Se lo pidió él, por supuesto, de otro modo jamás se le habría pasado por la cabeza. Uno no recomienda a un no iniciado a semejante sacerdotisa así como así, un veterano no lleva a cualquiera a un gineceo de los caros. Se trata de un paraíso secreto, algo que sólo debe disfrutar quien lo merezca, quien esté preparado para ello. Esteban es rapaz, es ávido, es cicatero… No, no pensaba dejar el camino abierto, no quería enseñarle su mundo, mostrarle sus debilidades, someterse a sus juicios, plegarse a sus arranques. No se trata de que sea malo, es que es un chico demasiado raro, introvertido, inesperado y nunca se le pasó por la cabeza sacar el tema del sexo con él. No es asunto suyo lo que le guste, no lo sabe ni lo quiere saber. Fue él quien lo abordó y solicitó que le presentara a Olvido. Así, sólo a ella, en concreto. Ya la había investigado con anterioridad. Encargó que siguieran a su padre, incluso él mismo lo hizo algunas veces, me confiesa, y me estremezco pensando en Esteban sentado aquí tarde tras tarde, en esta misma cafetería, cerca del ventanal, más o menos donde ahora estamos nosotros, viendo a su padre entrar y salir, contemplándola a ella ir y venir de sus compras, del gimnasio, de la peluquería. Sí, es muy propio de él, y si acudió a Butragueño no fue por afecto o cercanía, reconoce él mismo, no teníamos ese tipo de confianza pese al tiempo que hace que nos conocemos. Simplemente me necesitaba para pasar el filtro: ella, tan prudente, nunca admitiría a una visita que no viniera recomendada por otro cliente. Jamás.

Esteban, como un déspota moderno, no es que se lo pidiera, más bien se lo exigió. Es su estilo, masculla, y hace una mueca. Se presentó un día en mi despacho y dijo que tenía que conocer a esa tal Olvido. Confesó sin ningún pudor que lo sabía todo, que la había visto, que estaba fascinado y necesitaba, tenía, debía probarla, saborear lo que su padre merendaba todas las semanas.

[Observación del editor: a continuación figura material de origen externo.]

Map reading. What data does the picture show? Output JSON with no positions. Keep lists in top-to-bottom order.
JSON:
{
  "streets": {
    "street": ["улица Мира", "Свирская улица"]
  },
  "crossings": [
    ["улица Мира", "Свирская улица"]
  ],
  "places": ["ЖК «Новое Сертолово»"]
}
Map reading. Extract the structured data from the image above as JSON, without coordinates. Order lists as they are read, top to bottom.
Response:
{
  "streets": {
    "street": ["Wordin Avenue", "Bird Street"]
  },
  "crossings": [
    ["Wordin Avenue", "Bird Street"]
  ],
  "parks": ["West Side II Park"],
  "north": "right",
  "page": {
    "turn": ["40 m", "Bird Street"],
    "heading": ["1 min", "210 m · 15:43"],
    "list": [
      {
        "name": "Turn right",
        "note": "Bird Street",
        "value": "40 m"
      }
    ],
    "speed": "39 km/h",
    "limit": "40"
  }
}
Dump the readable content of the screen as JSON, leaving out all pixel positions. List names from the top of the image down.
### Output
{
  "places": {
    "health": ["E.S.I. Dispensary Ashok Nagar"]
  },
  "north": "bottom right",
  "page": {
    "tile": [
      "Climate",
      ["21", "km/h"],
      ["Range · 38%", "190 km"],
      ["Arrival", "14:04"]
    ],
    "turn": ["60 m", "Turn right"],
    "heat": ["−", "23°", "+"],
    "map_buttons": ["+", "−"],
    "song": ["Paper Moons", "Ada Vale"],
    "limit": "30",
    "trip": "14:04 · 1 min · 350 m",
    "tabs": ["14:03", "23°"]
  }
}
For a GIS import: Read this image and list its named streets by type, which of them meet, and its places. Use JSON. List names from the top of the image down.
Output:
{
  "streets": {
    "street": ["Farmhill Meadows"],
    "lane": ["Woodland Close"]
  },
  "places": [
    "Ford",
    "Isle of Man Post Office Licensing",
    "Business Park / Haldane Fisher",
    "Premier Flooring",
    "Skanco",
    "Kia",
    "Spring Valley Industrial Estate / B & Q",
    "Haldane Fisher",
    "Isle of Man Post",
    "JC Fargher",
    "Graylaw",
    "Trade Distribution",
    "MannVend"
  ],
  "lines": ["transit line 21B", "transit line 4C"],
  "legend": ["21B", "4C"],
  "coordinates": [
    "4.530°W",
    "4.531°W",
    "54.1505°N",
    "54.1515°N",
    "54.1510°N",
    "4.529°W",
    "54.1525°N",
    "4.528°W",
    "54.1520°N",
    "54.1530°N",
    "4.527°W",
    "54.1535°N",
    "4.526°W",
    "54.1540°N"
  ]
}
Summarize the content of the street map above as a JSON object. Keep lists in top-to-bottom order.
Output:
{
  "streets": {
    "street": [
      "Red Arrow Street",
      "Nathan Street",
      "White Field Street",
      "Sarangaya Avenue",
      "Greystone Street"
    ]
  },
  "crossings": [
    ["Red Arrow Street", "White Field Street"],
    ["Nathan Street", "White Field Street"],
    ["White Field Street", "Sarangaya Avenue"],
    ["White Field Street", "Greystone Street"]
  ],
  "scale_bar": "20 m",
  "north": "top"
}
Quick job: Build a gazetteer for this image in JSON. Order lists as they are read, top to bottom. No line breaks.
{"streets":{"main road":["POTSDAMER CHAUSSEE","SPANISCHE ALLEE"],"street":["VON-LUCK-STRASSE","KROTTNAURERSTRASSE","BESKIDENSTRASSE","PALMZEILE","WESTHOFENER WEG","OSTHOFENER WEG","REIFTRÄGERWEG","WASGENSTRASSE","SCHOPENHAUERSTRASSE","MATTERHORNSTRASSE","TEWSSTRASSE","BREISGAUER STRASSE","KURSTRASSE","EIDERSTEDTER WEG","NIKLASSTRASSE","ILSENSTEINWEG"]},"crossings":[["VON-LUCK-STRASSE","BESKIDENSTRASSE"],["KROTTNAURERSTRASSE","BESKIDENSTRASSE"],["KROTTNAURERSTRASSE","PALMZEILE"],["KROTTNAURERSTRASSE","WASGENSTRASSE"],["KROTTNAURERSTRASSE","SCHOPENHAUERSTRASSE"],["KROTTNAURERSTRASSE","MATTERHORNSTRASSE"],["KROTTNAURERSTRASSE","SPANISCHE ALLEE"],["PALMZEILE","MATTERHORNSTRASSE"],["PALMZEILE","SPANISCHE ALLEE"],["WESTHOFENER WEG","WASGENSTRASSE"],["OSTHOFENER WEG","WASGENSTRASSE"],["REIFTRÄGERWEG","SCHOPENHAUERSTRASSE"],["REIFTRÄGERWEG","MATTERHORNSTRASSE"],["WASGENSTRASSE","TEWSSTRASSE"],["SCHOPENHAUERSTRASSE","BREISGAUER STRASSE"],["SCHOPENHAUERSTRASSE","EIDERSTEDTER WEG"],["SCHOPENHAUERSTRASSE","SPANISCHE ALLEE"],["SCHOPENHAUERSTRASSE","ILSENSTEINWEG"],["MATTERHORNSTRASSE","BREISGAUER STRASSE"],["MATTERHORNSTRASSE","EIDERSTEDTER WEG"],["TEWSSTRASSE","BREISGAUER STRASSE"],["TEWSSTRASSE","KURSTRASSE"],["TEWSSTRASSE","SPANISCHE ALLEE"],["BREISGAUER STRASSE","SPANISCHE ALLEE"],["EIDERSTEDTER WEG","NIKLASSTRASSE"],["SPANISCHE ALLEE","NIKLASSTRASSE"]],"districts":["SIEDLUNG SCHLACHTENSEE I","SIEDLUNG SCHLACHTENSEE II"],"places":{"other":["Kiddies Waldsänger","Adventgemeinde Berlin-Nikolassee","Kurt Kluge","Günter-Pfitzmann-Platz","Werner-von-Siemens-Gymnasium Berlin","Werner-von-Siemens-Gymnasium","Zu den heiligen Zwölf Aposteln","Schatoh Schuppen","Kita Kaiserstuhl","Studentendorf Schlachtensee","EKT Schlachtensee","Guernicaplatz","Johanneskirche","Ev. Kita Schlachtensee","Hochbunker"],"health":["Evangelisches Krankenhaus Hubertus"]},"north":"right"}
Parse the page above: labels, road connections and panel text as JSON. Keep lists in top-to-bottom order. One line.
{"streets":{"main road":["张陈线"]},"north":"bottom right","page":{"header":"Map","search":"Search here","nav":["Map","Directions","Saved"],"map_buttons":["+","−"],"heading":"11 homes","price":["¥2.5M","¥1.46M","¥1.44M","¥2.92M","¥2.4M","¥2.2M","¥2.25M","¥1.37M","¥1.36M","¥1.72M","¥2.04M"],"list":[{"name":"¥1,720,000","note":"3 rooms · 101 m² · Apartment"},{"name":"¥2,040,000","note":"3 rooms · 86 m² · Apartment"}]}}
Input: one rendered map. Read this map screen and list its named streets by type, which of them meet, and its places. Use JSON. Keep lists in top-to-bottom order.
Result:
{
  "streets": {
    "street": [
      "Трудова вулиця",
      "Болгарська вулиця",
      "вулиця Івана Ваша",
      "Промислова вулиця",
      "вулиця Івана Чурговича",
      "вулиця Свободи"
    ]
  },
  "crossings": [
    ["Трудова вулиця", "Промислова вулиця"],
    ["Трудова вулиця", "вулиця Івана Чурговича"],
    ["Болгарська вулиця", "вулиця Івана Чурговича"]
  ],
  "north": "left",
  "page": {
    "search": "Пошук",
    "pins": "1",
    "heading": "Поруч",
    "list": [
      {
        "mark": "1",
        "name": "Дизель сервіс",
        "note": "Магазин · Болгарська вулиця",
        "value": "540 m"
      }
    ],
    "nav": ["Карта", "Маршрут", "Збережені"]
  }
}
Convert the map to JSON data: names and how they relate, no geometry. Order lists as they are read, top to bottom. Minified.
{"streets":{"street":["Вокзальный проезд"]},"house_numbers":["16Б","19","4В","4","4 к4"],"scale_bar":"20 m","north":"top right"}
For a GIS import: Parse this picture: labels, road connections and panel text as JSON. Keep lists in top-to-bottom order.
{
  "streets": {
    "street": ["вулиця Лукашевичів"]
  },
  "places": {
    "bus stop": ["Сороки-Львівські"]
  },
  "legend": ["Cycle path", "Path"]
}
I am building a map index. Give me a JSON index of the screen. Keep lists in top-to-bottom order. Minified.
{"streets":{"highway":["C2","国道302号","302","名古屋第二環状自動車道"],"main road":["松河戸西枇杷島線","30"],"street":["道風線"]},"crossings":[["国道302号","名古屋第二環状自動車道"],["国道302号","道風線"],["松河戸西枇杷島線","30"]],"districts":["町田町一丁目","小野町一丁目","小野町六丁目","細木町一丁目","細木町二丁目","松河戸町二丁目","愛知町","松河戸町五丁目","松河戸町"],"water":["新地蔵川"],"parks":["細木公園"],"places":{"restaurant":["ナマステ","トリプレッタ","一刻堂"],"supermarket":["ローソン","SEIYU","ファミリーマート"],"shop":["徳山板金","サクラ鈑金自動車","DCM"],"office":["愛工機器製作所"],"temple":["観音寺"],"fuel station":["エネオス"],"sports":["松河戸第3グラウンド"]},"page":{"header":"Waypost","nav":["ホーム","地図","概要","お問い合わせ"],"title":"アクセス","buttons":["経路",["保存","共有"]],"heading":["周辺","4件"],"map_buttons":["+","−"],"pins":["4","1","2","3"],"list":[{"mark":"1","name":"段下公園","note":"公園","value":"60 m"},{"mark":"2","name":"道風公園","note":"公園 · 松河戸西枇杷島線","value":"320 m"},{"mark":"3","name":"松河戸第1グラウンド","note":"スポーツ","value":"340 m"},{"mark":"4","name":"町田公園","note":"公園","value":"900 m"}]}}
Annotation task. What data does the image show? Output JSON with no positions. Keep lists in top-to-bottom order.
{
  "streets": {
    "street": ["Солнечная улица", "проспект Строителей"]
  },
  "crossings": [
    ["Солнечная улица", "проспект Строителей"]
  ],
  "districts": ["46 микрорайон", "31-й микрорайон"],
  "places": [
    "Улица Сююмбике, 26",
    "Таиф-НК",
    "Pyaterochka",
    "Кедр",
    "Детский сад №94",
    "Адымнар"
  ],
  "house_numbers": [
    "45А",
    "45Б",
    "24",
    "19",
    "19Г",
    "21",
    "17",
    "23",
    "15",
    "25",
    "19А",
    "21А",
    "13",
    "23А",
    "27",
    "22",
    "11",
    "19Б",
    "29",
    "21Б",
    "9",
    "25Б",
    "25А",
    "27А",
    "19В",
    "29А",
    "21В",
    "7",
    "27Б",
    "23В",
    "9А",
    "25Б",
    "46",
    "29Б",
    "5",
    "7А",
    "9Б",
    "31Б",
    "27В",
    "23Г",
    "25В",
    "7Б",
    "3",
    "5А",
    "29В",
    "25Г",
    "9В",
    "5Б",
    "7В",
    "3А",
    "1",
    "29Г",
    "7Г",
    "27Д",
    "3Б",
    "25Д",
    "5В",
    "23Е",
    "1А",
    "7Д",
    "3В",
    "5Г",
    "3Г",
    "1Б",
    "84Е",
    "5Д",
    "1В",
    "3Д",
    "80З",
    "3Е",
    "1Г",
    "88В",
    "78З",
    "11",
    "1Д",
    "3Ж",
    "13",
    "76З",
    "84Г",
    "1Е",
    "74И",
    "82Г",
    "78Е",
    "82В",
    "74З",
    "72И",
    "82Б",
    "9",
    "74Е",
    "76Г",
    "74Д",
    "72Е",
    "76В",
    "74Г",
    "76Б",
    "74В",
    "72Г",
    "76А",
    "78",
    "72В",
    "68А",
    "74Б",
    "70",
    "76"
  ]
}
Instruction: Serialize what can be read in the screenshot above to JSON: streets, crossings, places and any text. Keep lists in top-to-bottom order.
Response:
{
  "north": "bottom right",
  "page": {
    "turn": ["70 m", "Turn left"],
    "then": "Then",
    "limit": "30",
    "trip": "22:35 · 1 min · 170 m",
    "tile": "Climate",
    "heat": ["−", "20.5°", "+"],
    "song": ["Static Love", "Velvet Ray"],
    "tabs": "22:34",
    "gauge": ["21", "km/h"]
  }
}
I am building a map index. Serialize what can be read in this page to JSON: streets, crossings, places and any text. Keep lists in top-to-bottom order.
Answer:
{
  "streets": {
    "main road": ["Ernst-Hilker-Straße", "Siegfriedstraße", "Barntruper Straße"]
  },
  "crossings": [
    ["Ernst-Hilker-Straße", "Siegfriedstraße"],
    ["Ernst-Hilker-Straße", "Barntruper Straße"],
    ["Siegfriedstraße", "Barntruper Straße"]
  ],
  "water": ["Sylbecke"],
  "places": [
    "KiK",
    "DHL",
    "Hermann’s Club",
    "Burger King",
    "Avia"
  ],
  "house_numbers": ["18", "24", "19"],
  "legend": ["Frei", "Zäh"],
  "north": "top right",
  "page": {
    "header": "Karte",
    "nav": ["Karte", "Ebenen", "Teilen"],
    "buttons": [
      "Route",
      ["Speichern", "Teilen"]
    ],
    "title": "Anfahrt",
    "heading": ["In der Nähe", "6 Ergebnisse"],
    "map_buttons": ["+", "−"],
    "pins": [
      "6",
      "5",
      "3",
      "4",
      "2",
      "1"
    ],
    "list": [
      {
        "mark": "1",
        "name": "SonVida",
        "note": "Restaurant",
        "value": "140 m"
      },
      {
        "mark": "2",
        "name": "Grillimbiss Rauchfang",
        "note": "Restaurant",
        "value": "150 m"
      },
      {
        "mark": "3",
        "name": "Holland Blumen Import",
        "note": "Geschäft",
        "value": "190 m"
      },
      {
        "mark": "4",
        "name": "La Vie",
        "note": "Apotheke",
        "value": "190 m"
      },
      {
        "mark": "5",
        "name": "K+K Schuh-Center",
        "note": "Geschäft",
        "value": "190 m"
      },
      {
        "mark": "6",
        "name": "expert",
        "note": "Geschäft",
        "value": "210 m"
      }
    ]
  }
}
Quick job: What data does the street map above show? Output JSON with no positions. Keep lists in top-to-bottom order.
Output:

Si sólo me hubiera dicho eso quizás hubiera valido. Hubiera comprendido su ansia, atisbado incluso gracias a su deseo que es humano y, sabiendo que ése era su motivo, habría aprovechado para hacerle el favor, que me lo debiera y, de paso, tenerlo contento y quitármelo de encima con sus exigencias absurdas, con sus requerimientos intempestivos, siempre déspotas, siempre a destiempo. Pero Esteban se había molestado en pergeñar una serie de patrañas para justificar su avidez. Le habló de sus responsabilidades para con la familia calcadas a las que me contó a mí: que si ella podía chantajear a su padre y destruir el imperio, que tenía que comprobar qué clase de hembra era, saber qué le daba a Julio para tenerlo enganchado, desentrañar la esencia de su poder sobre él… Butragueño la defendió, por supuesto, afirmó hasta el hastío que era una persona íntegra, encantadora, de absoluta confianza, y comprendo ahora que de veras la admiraba, no sé si como cliente o amiga o muñeca sexual preferida. La quería a su modo, un modo adulto, descreído, que le impedía traicionarla por el capricho de ese niñato por muy ahijado suyo que fuera, por más que le jurara que sólo se trataba de rascarse un picor pasajero.